JEAN-PAUL SARTRE, LA MORTE NELL’ANIMA

di Nicola Pucci

Quando ho deciso di leggere Sartre immaginavo che non avrei avuto vita facile. Desideravo però scendere in profondità, innescare in me riflessioni come non sempre romanzi seppur gettonatissimi riescono a fare. Un filosofo, Jean-Paul Sartre. E tra i più grandi, oltrechè complessi, del Novecento, tanto da esser l’unico a fregiarsi di un riconoscimento, il Premio Nobel per la letteratura, mai accettato in quanto “nessun uomo merita di essere consacrato da vivo”.

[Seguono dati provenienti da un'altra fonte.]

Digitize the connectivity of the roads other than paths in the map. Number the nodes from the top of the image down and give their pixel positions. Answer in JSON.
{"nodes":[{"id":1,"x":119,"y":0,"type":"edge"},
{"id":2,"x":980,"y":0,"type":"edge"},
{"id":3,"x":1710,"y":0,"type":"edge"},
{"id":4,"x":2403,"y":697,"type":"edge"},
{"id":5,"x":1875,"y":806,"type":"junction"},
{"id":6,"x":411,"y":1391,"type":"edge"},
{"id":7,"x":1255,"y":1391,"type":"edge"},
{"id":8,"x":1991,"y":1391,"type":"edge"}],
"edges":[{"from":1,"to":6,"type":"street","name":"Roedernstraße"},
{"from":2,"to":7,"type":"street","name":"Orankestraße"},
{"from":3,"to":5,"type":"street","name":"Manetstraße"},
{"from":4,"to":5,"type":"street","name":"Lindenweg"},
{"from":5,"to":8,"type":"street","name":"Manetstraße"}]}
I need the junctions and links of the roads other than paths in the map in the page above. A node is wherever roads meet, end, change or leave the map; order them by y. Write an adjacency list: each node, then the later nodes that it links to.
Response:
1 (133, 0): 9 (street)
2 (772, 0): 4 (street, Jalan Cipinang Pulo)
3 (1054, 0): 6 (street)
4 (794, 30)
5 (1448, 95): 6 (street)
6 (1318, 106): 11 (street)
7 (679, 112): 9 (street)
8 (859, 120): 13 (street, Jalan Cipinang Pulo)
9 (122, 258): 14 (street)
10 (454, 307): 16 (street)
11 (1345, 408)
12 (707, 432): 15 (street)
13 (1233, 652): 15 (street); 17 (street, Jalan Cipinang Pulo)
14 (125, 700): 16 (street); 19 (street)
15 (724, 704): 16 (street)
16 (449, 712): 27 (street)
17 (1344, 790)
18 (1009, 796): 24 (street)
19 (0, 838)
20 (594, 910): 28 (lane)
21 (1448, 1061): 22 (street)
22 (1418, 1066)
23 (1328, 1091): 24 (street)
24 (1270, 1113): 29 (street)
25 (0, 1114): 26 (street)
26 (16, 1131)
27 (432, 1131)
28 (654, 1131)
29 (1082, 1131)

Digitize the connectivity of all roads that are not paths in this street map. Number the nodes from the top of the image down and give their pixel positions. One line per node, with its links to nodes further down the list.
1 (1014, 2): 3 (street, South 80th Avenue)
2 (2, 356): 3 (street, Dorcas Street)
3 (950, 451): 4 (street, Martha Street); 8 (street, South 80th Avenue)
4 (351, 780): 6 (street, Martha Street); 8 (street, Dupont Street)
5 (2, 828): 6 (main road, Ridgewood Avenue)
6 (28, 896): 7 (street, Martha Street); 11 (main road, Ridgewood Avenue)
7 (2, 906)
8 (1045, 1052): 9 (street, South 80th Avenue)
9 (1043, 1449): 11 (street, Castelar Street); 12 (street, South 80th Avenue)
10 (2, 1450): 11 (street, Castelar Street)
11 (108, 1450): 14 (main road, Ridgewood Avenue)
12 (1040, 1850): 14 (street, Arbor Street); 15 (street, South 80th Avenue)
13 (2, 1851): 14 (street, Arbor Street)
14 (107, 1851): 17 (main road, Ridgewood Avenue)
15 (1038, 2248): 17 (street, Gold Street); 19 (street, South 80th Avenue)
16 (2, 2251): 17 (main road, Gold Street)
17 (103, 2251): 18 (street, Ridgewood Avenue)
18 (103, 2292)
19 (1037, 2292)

La morte nell’anima – ecx.images-amazon.com

La morte nell’anima: per parlarne dovrò cercare di destreggiarmi tra ciò che ho letto di lui, non molto ad onor del vero; tra ciò che conosco del suo cammino biografico; tra ciò che le mie modeste capacità di analisi sono state in grado di cogliere lungo tutto l’arco di una interessante, seppur faticosa lettura.

La trama, tanto per cominciare: troncata in due parti, ma con sottili sinergie non facili da individuare. Il teatro dell’accadimento: seconda guerra mondiale, la Francia è in ginocchio, sconfitta senza colpo ferire ed invasa dalle truppe tedesche, i “Fritz”. Una moltitudine umana, inerme, senza possibilità alcuna di opporre resistenza, privata di qualsivoglia spirito di rivalsa, si trascina in fuga dall’invasore teutonico abbandonando le città ed assumendo le sembianze di un lungo, interminabile millepiedi che si avviluppa con moto ciondolante per le strade della campagna francese. In questo contesto si inseriscono le vicende di un plotone di combattenti in disarmo, tra cui emerge la figura di Mathieu Delarue: intellettuale di sinistra – strana coincidenza -, aggredito dal tormento di aver accettato passivamente la sconfitta che andava profilandosi sul campo di battaglia, sente la necessità di dare un segnale che l’uomo, perdio no, non può essere questo. Eternamente sospeso tra azione e rassegnazione, il dualismo che assale la sua anima ha tanto il sapore del fragile confine che separa vita e morte, esistenza e annientamento, essere o nulla. Nell’evoluzione di Mathieu, che dismette i panni dell’osservatore del decadimento della natura umana al cospetto dei disastri della guerra, per vestire quelli dell’eroe che si riscatta immolandosi sull’altare del coraggio, c’è l’identificazione personale di Sartre e del suo vissuto di tenace oppositore dei valori che condussero la Francia in guerra, e che lui cercò di innovare col suo indiscutibile riformismo di filosofo.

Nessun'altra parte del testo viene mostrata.